Masyarakat Sulawesi Selatan di gegerkan dengan kabar pengambilan paksa mayat yang diduga positif covid-19 di Kota Makassar. Kejadian itu tak serta merta dilakukan oleh keluarga pasien melainkan dengan dengan pertimbangan rasionalitas dan keyakinan serta rasa sakit kehilangan keluarganya yang mereka rasakan.
Di tengah kejadian itu pula, terdengar informasi bahwa keluarga mayat pasien covid-19, yang telah meninggal telah di panggil oleh pihak kepolisian untuk di ambil keterangannya.
Terlepas dari aspek pelayanan kesehatan dan informasi yang tidak merata dan masih kurang maksimal dengan proses rapid tes dan swab tes yang masih memprihatinkan dengan fasilitas apa adanya oleh RS. Rujukan pasien Covid-19 di Sulawesi Selatan.
Juga terlepas dari aspek penegakan hukum yang sementara dilakukan oleh pihak kepolisian.
Saya memandang kejadian ini dari sisi Ketuhanan atau lebih logisnya berdasarkan sila pertama Pancasila “Ketuhanan Yang Maha Esa” bahwa setiap masyarakat Indonesia pada prinsipnya masing-masing memiliki keyakinan yang berbeda-beda termasuk budaya yang begitu mempengaruhi unsur keyakinan setiap masyarakat, bahwa terkhusus wilayah bugis Makassar selain mayoritas muslim juga memiliki identitas yang disebut siri’ na pacce yang pada kejadian tersebut jangankan orang mati, orang hidup saja kami siap saling membela jikalau kami memiliki ikatan darah, sersaudaraan maupun persahabatan.
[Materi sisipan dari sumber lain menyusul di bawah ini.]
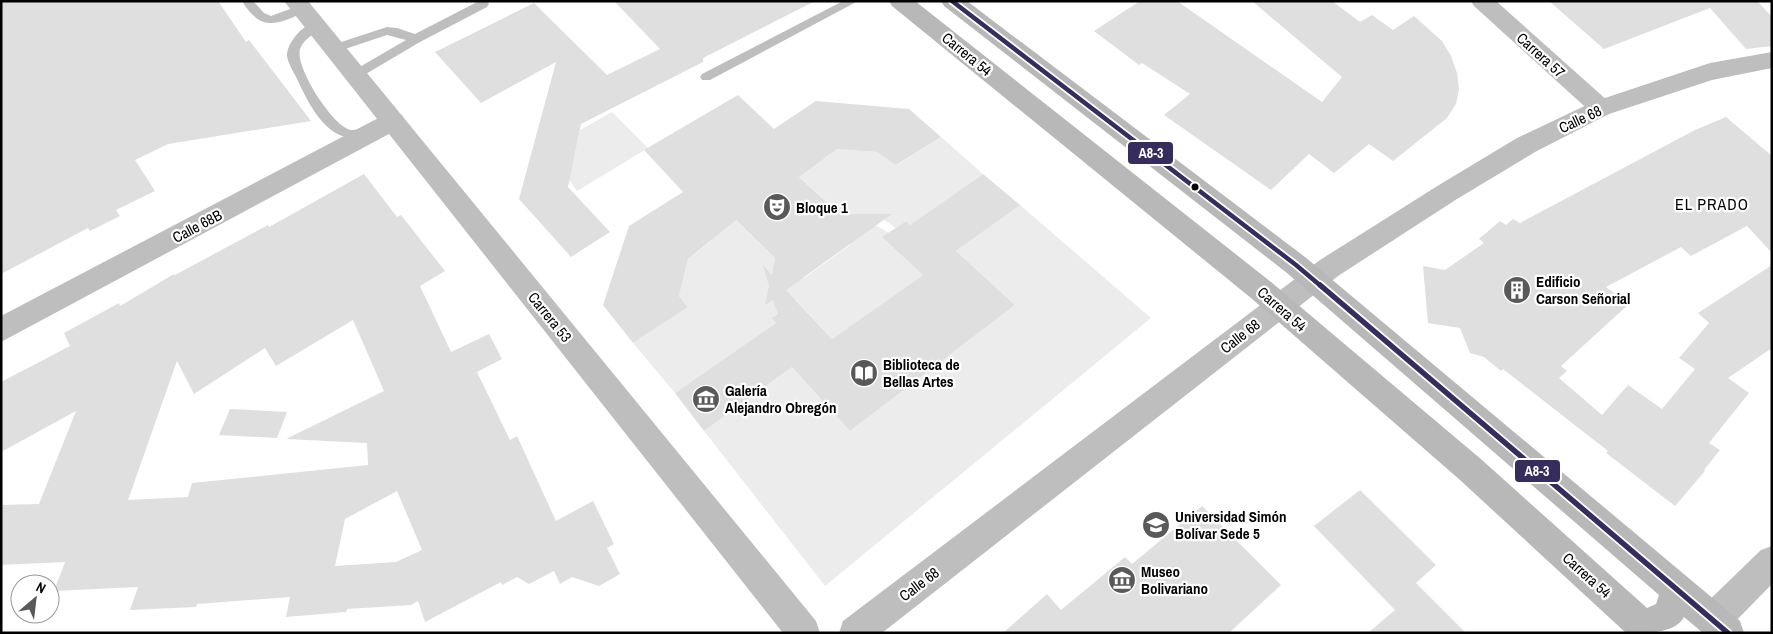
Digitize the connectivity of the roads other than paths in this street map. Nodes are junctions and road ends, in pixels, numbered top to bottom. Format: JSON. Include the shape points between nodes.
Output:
{"nodes":[{"id":1,"x":247,"y":1,"type":"edge"},
{"id":2,"x":853,"y":1,"type":"edge"},
{"id":3,"x":900,"y":1,"type":"edge"},
{"id":4,"x":952,"y":1,"type":"edge"},
{"id":5,"x":1482,"y":1,"type":"edge"},
{"id":6,"x":483,"y":4,"type":"dead end"},
{"id":7,"x":303,"y":12,"type":"edge"},
{"id":8,"x":416,"y":39,"type":"junction"},
{"id":9,"x":333,"y":48,"type":"junction"},
{"id":10,"x":1772,"y":60,"type":"edge"},
{"id":11,"x":355,"y":75,"type":"junction"},
{"id":12,"x":706,"y":78,"type":"dead end"},
{"id":13,"x":1601,"y":108,"type":"junction"},
{"id":14,"x":392,"y":120,"type":"junction"},
{"id":15,"x":1314,"y":280,"type":"junction"},
{"id":16,"x":1278,"y":307,"type":"junction"},
{"id":17,"x":1,"y":330,"type":"edge"},
{"id":18,"x":1772,"y":561,"type":"edge"},
{"id":19,"x":1675,"y":588,"type":"junction"},
{"id":20,"x":1720,"y":627,"type":"edge"},
{"id":21,"x":1645,"y":629,"type":"edge"},
{"id":22,"x":804,"y":633,"type":"edge"},
{"id":23,"x":855,"y":633,"type":"edge"}],
"edges":[{"from":1,"to":7,"type":"lane","via":[[258,17],[268,20]]},
{"from":2,"to":12,"type":"lane"},
{"from":3,"to":16,"type":"main road","name":"Carrera 54"},
{"from":4,"to":15,"type":"main road"},
{"from":5,"to":13,"type":"street","name":"Carrera 57"},
{"from":6,"to":8,"type":"lane"},
{"from":7,"to":9,"type":"street","name":"Carrera 53"},
{"from":7,"to":14,"type":"lane","via":[[293,58],[323,114],[341,131],[355,135]]},
{"from":8,"to":9,"type":"lane","via":[[388,32]]},
{"from":8,"to":11,"type":"lane"},
{"from":9,"to":11,"type":"street","name":"Carrera 53"},
{"from":10,"to":13,"type":"street","name":"Calle 68","via":[[1710,72]]},
{"from":11,"to":14,"type":"street","name":"Carrera 53"},
{"from":13,"to":15,"type":"street","name":"Calle 68","via":[[1526,145]]},
{"from":14,"to":17,"type":"street","name":"Calle 68B"},
{"from":14,"to":22,"type":"street","name":"Carrera 53"},
{"from":15,"to":16,"type":"street","name":"Calle 68"},
{"from":15,"to":19,"type":"main road"},
{"from":16,"to":21,"type":"main road","name":"Carrera 54","via":[[1471,470]]},
{"from":16,"to":23,"type":"street","name":"Calle 68"},
{"from":18,"to":20,"type":"street"},
{"from":19,"to":20,"type":"main road"},
{"from":19,"to":21,"type":"main road","via":[[1673,608],[1668,615]]}]}
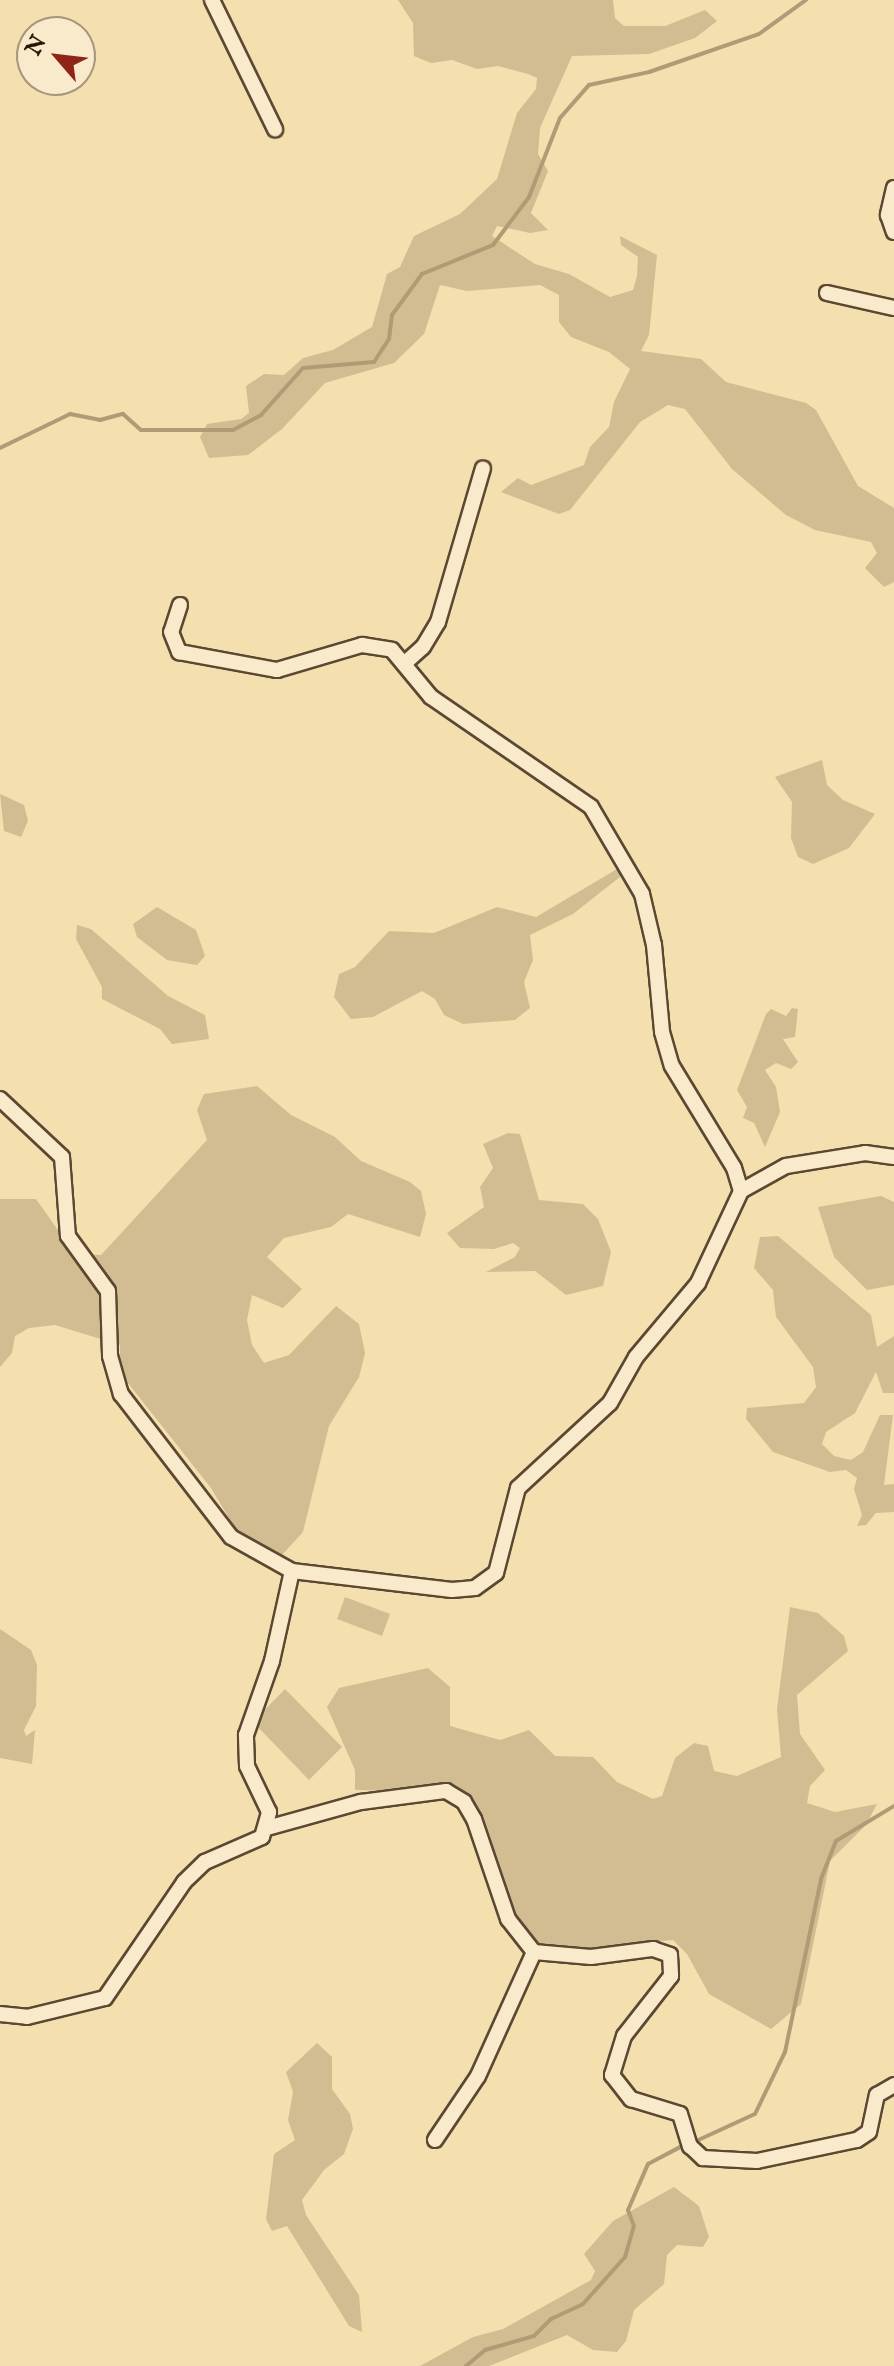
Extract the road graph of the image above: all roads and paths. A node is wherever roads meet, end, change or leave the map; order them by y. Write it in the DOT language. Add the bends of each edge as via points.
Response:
graph roads {
  1 [pos="212,0"];
  2 [pos="275,129"];
  3 [pos="894,188"];
  4 [pos="894,232"];
  5 [pos="827,293"];
  6 [pos="894,308"];
  7 [pos="483,468"];
  8 [pos="180,605"];
  9 [pos="405,663"];
  10 [pos="0,1099"];
  11 [pos="894,1157"];
  12 [pos="741,1191"];
  13 [pos="292,1571"];
  14 [pos="267,1828"];
  15 [pos="534,1952"];
  16 [pos="0,2014"];
  17 [pos="894,2085"];
  18 [pos="435,2140"];
  1 -- 2 [label="street"];
  3 -- 4 [label="street" via="888,215"];
  5 -- 6 [label="street"];
  7 -- 9 [label="street" via="438,622"];
  8 -- 9 [label="street" via="171,632 179,652 277,670 373,644 392,650"];
  9 -- 12 [label="street" via="431,697 591,807 642,894 654,945 662,1032 672,1066 737,1174"];
  10 -- 13 [label="street" via="62,1157 68,1236 108,1291 110,1356 128,1404 231,1537 251,1553"];
  11 -- 12 [label="street" via="865,1153 801,1163 764,1174"];
  12 -- 13 [label="street" via="698,1283 636,1357 610,1403 518,1488 501,1565 486,1583 452,1590"];
  13 -- 14 [label="street" via="245,1750 266,1801"];
  14 -- 15 [label="street" via="361,1802 451,1793 474,1819 508,1919"];
  14 -- 16 [label="street" via="262,1837 205,1862 184,1882 105,1998 27,2017"];
  15 -- 17 [label="street" via="591,1957 653,1949 670,1955 671,1976 624,2036 612,2075 631,2099 680,2114 690,2146 703,2158 757,2161 857,2140 869,2132 877,2095"];
  15 -- 18 [label="street" via="478,2076"];
}
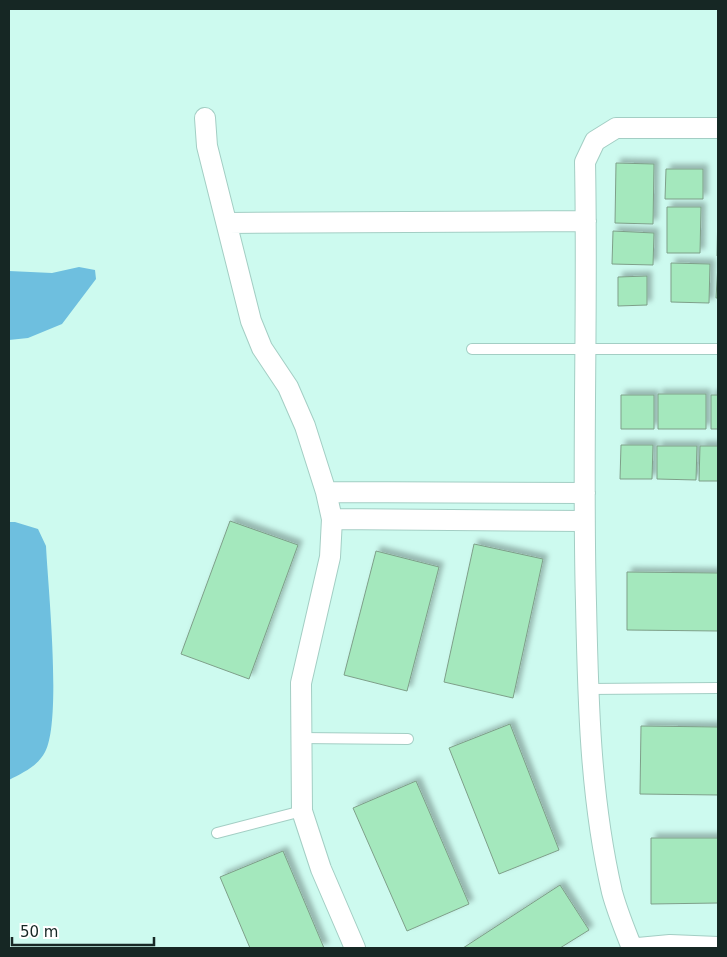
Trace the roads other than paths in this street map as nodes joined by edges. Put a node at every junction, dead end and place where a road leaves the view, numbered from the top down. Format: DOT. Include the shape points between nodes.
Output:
graph roads {
  1 [pos="205,118"];
  2 [pos="718,128"];
  3 [pos="586,221"];
  4 [pos="228,223"];
  5 [pos="472,349"];
  6 [pos="587,349"];
  7 [pos="718,349"];
  8 [pos="326,492"];
  9 [pos="585,493"];
  10 [pos="332,519"];
  11 [pos="584,521"];
  12 [pos="718,688"];
  13 [pos="588,689"];
  14 [pos="300,738"];
  15 [pos="408,739"];
  16 [pos="302,812"];
  17 [pos="217,833"];
  18 [pos="718,947"];
  19 [pos="355,948"];
  20 [pos="632,948"];
  21 [pos="638,948"];
  1 -- 4 [label="street" via="208,146"];
  2 -- 3 [label="street" via="616,128 594,141 585,162"];
  3 -- 4 [label="street"];
  3 -- 6 [label="street"];
  4 -- 8 [label="street" via="251,321 262,348 288,387 305,426"];
  5 -- 6 [label="lane"];
  6 -- 7 [label="lane"];
  6 -- 9 [label="street"];
  8 -- 9 [label="street"];
  8 -- 10 [label="street"];
  9 -- 11 [label="street"];
  10 -- 11 [label="street"];
  10 -- 14 [label="street" via="330,557 301,683"];
  11 -- 13 [label="street"];
  12 -- 13 [label="lane"];
  13 -- 20 [label="street" via="594,792 612,893"];
  14 -- 15 [label="lane"];
  14 -- 16 [label="street"];
  16 -- 17 [label="lane"];
  16 -- 19 [label="street"];
  18 -- 21 [label="street" via="670,945"];
}
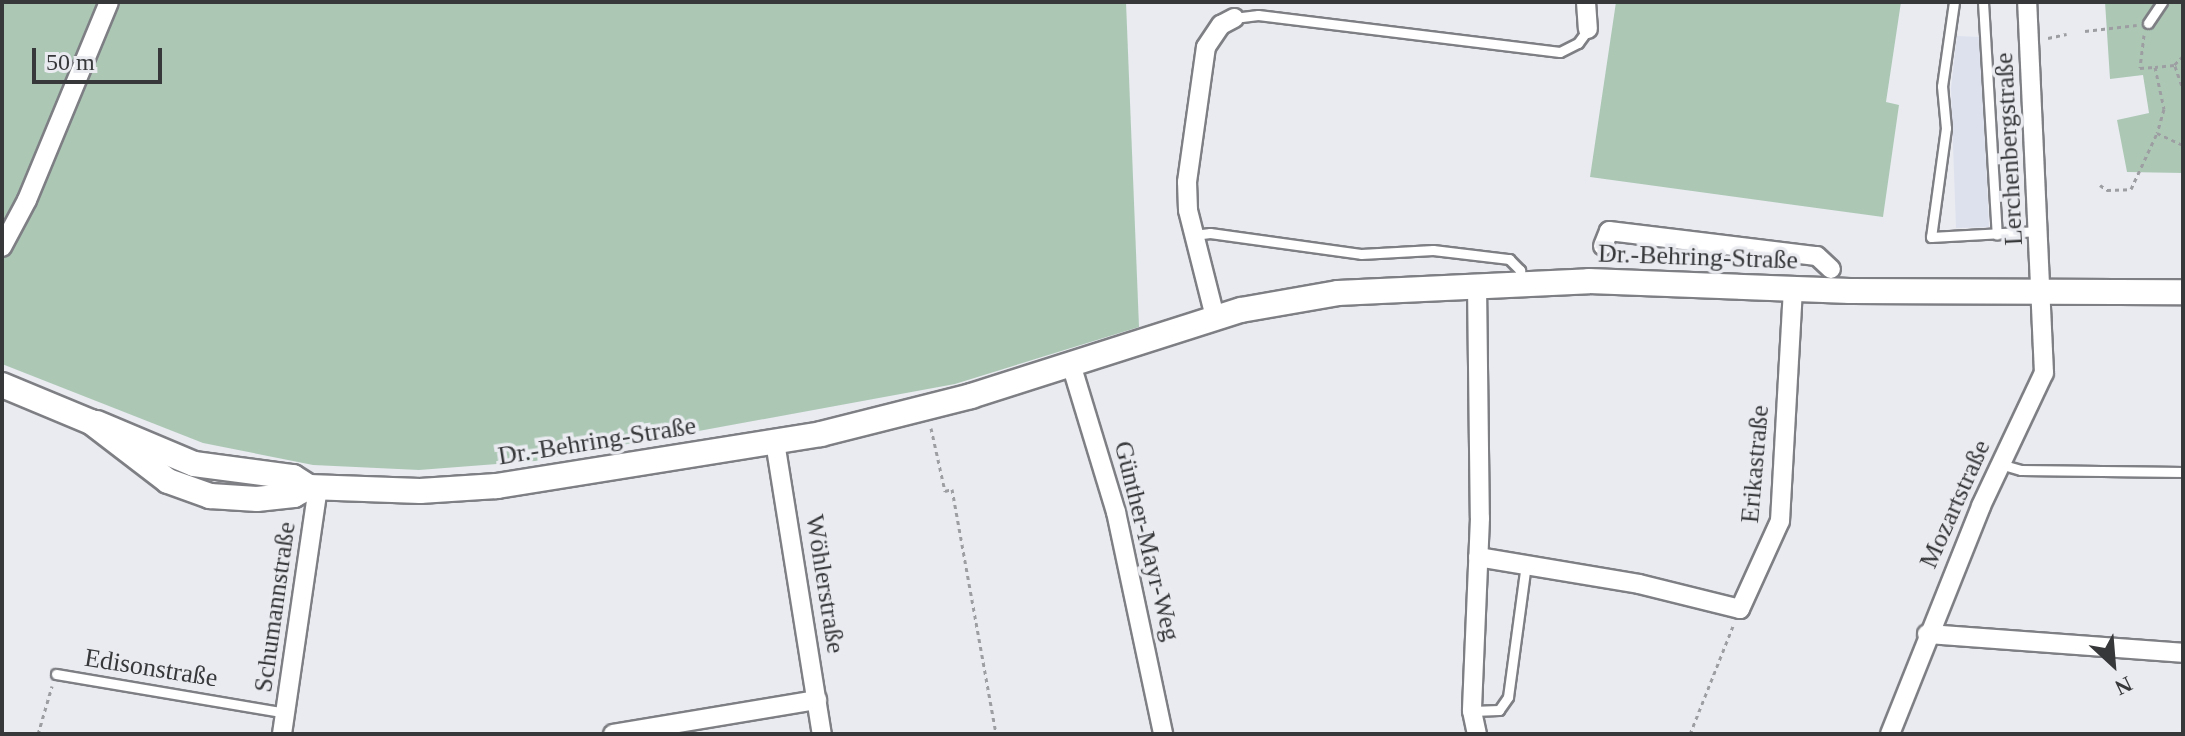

Menelisik sila ke dua Pancasila tentang “Kemanusiaan yang Adil dan Beradab” saya hanya berharap mengetuk pintu hati para penegak hukum melalui tulisan ini bahwa sisi kemanusiaan harus menjadi asas pokok penegakan hukum, sebab sederhana menganalogikannya “keluarga kami sudah mati juga kami diproses hanya karena mengambil mayit keluarga kami yg juga belum tentu positif covid-19” inilah yang disebut pepatah “sudah jatuh tertimpah tangga lagi”.
Bahwa seyogyanya kita memposisikan diri seperti keluarga yang ditinggal akibat diagnosa yang diduga covid-19.
Tidak panjang kali lebar, semua ini diakibatkan kurangnya sosialosasi kepada masyarakat yang akhirnya menimbulkan ketidakpercayaan masyarakat terhadap hasil diagnosa dengan imbas, kini masyarakat ketakutan berobat di rumah sakit karena takut di vonis covid-19. Dan jikalau betul anggaran alat kesehatan untuk penanganan covid ini terhitung tinggi dan di anggarkan per pasien termasuk pemakaman mayit, masyarakat yang meninggal covid-19 itu dengan anggaran yang begitu fantastis maka wajarlah masyarakat menilai bahwa covid-19 ini dijadikan lahan bisnis dan pendapatan yang luar biasa bagi oknum yang tidak bertanggungjawab.
Belum lagi bahwa keterbukaan informasi anggaran penangan covid-19 per pasien itu enggan di ekspos ke publik, maka semakin memperkuat kecurigaan masyarakat.
Alhasil sebagai kesimpulan bahwa nilai Ketuhanan dan Kemanusiaan yang terterah dalam sila Pancasila agar diperhatikan secara seksama dalam penegakan hukum termasuk skema pidana kepada keluarga korban yang terpapar covid-19. Nilai humanis sangat kami harapkan bagi para pejuang covid-19 bagi tenaga kesehatan maupun aparat keamanan, memberikan pemahaman yang rasional itu sangat di butuhkan bagi masyarakat. Sebab mencegah lebih baik dari pada mengobati, seharusnya itu menjadi motto perjuangan dalam penanganan covid-19.
Coba sekiranya pemeritah dan gugus tugas terbuka kepada publik bahwa seperti apa hasil evaluasi PSBB yang pernah berjalan, apakah relevan dengan jumlah anggaran yang dikucurkan dan hasil maksimal yang di harapkan, jangan sampai terjadi pemborosan anggaran.